He thinks about this briefly while lying on his bed, staring up at the ceiling. Joyce comes down and looks at him in concern, as if he might actually be sick.

"Connor, are you all right?" She wants to know. "You hardly touched anything at dinner."

"Fine." He mutters, more brusquely than he'd intended.

Joyce, battle-scarred from Buffy and Dawn, ignores the tone and comes to stand next to him, lightly stroking his hair back from his brow and then touching it first with her palm, then the inside of her wrist. Reassured that he's probably not ill, she fixes him with a look of even deeper concern. "Do you want to talk about it?" The corners of her mouth quirk in an almost-smile as she strikes a sardonic tone: "I know it's down in your contract as a teenage boy that talking to an adult about your problems is supposed to be harder than pulling teeth, but…maybe I can help."

"No. I'm fine."

She bites her lip in a worried way, but doesn't press the issue.

Why should she? It's not as if she's one of his parents.

\--

Later that night, Connor sneaks out the basement window and walks down to the meat-packing plant on the edge of town.
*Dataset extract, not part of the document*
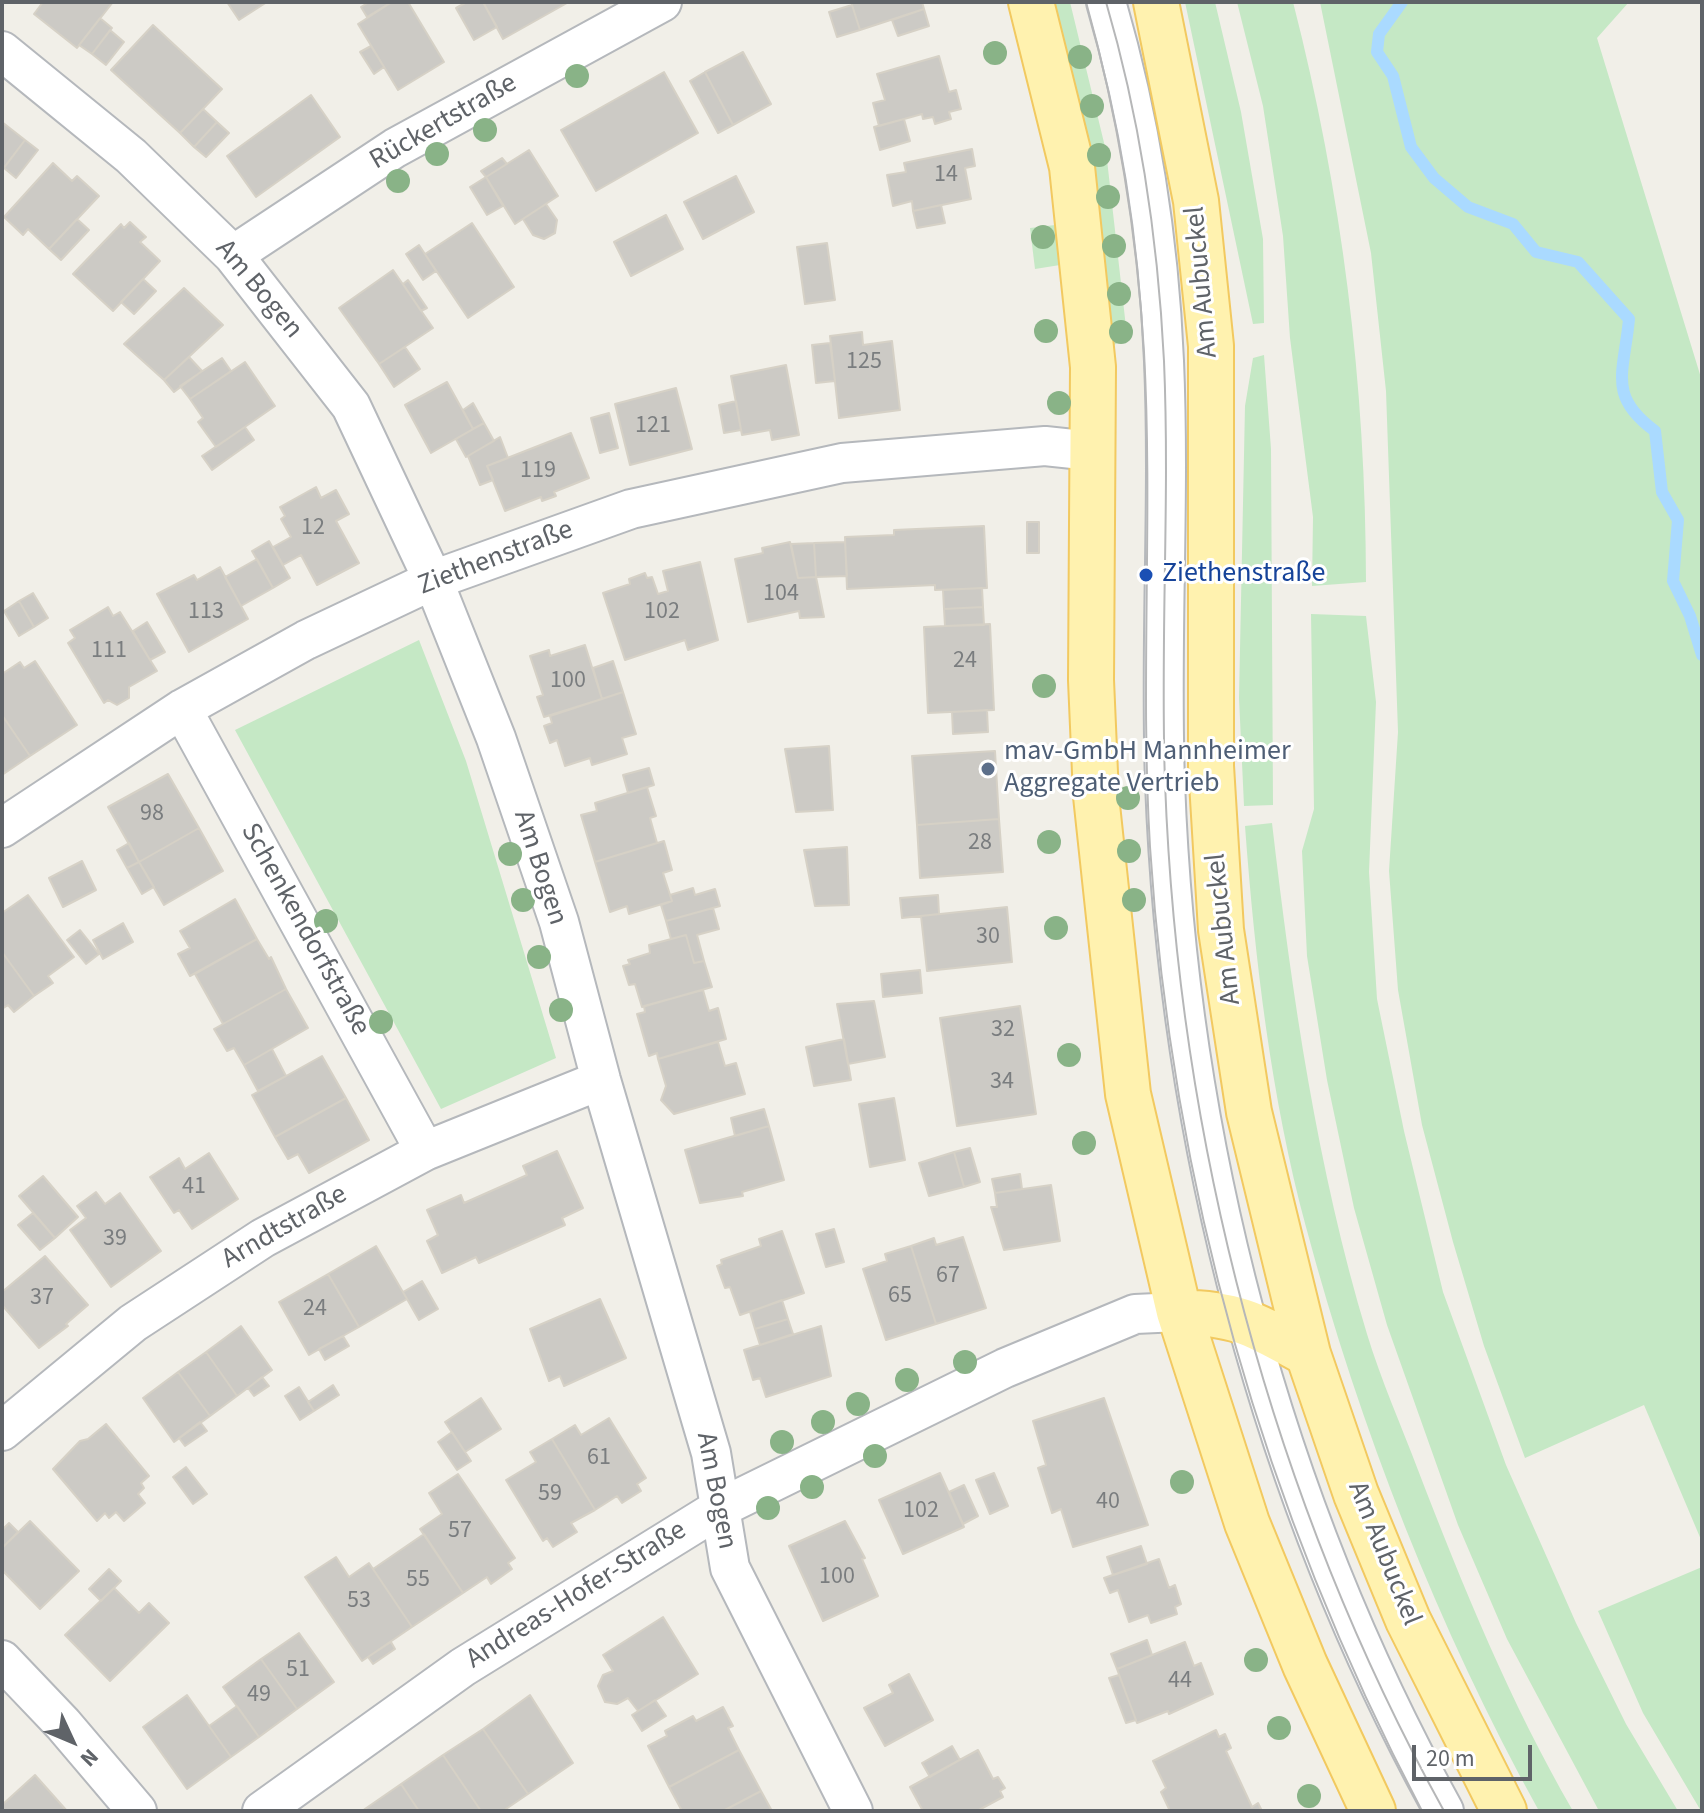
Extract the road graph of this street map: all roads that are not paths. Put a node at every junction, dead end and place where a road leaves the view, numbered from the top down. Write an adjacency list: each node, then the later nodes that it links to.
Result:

Joyce pays him to mow the lawn, and he's earned a few random dollars doing odd jobs for Giles. It's not much, but it's enough. He buys three pints of pig's blood and a package of bacon for his own breakfast.

"Haven't seen you in a while," Harvey says as he hands Connor the bag and pockets his money, "been busy?"

"Yeah," Connor replies, "something like that."

"Good. It's good to be busy at your age. Tell your pop I said hi."

"Yeah." The brusqueness is intentional this time. It's not like saying 'hi' will do Angel any good.

The trip to the mansion is a little less scary this time, probably because he knows what awaits him, but he wouldn't discount the possibility of Buffy's presence as being a tension-maker. It's not like they're friends.

It takes a while to locate any dishes in the expansive, unused kitchen, but eventually he turns up a punch bowl. By the smell of it, at least one fancy dress blood and guts party was thrown by Dru that involved its usage, but he decides to ignore that for now; rinses it out in the courtyard fountain and wipes it dry with the edge of his t-shirt before pouring one of the pints of blood into it and setting it as close to Angel as he dares get. He tries to nudge it closer with his foot, but ends up tipping it over and spilling a little onto the floor.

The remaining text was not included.